AIM OF THE TASK
The data below is to be retyped exactly, line by line.

Collection entries
● ● ●

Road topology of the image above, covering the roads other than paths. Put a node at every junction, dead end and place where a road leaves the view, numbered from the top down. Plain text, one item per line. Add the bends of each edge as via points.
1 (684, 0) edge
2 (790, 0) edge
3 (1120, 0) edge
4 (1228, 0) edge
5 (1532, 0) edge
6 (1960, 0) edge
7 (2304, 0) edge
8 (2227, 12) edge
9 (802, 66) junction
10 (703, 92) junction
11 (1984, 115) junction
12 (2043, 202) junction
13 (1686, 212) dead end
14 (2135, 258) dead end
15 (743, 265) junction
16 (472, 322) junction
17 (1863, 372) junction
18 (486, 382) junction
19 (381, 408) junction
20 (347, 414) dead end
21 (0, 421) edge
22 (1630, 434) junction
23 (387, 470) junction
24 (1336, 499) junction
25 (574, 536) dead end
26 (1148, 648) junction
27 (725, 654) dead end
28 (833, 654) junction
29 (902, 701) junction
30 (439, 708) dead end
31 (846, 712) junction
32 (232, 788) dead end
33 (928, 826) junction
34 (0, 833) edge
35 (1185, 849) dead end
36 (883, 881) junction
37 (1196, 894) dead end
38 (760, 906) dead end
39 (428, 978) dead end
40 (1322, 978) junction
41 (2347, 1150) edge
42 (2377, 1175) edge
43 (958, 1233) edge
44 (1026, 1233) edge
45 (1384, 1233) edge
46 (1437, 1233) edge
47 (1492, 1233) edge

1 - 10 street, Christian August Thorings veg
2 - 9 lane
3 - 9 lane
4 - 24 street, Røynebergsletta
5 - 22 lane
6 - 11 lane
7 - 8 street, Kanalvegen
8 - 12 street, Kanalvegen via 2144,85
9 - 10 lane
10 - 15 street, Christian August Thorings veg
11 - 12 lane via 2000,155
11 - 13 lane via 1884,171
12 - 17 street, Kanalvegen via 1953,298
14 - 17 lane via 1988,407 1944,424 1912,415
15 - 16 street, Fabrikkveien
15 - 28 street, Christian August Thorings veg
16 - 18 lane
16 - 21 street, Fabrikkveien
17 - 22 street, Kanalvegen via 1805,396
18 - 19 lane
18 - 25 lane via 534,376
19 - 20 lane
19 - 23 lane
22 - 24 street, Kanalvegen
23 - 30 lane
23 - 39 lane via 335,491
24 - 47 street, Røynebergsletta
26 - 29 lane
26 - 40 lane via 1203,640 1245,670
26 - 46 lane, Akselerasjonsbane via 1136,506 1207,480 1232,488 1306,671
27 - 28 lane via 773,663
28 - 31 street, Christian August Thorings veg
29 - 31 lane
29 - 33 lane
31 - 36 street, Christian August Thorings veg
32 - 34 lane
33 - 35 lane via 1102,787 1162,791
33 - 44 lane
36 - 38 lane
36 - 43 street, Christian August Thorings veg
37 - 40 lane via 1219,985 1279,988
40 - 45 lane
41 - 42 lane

● ● ●

OUTPUT FOR THIS EXERCISE
Road topology of the image above, covering the roads other than paths. Put a node at every junction, dead end and place where a road leaves the view, numbered from the top down. Plain text, one item per line. Add the bends of each edge as via points.
1 (684, 0) edge
2 (790, 0) edge
3 (1120, 0) edge
4 (1228, 0) edge
5 (1532, 0) edge
6 (1960, 0) edge
7 (2304, 0) edge
8 (2227, 12) edge
9 (802, 66) junction
10 (703, 92) junction
11 (1984, 115) junction
12 (2043, 202) junction
13 (1686, 212) dead end
14 (2135, 258) dead end
15 (743, 265) junction
16 (472, 322) junction
17 (1863, 372) junction
18 (486, 382) junction
19 (381, 408) junction
20 (347, 414) dead end
21 (0, 421) edge
22 (1630, 434) junction
23 (387, 470) junction
24 (1336, 499) junction
25 (574, 536) dead end
26 (1148, 648) junction
27 (725, 654) dead end
28 (833, 654) junction
29 (902, 701) junction
30 (439, 708) dead end
31 (846, 712) junction
32 (232, 788) dead end
33 (928, 826) junction
34 (0, 833) edge
35 (1185, 849) dead end
36 (883, 881) junction
37 (1196, 894) dead end
38 (760, 906) dead end
39 (428, 978) dead end
40 (1322, 978) junction
41 (2347, 1150) edge
42 (2377, 1175) edge
43 (958, 1233) edge
44 (1026, 1233) edge
45 (1384, 1233) edge
46 (1437, 1233) edge
47 (1492, 1233) edge

1 - 10 street, Christian August Thorings veg
2 - 9 lane
3 - 9 lane
4 - 24 street, Røynebergsletta
5 - 22 lane
6 - 11 lane
7 - 8 street, Kanalvegen
8 - 12 street, Kanalvegen via 2144,85
9 - 10 lane
10 - 15 street, Christian August Thorings veg
11 - 12 lane via 2000,155
11 - 13 lane via 1884,171
12 - 17 street, Kanalvegen via 1953,298
14 - 17 lane via 1988,407 1944,424 1912,415
15 - 16 street, Fabrikkveien
15 - 28 street, Christian August Thorings veg
16 - 18 lane
16 - 21 street, Fabrikkveien
17 - 22 street, Kanalvegen via 1805,396
18 - 19 lane
18 - 25 lane via 534,376
19 - 20 lane
19 - 23 lane
22 - 24 street, Kanalvegen
23 - 30 lane
23 - 39 lane via 335,491
24 - 47 street, Røynebergsletta
26 - 29 lane
26 - 40 lane via 1203,640 1245,670
26 - 46 lane, Akselerasjonsbane via 1136,506 1207,480 1232,488 1306,671
27 - 28 lane via 773,663
28 - 31 street, Christian August Thorings veg
29 - 31 lane
29 - 33 lane
31 - 36 street, Christian August Thorings veg
32 - 34 lane
33 - 35 lane via 1102,787 1162,791
33 - 44 lane
36 - 38 lane
36 - 43 street, Christian August Thorings veg
37 - 40 lane via 1219,985 1279,988
40 - 45 lane
41 - 42 lane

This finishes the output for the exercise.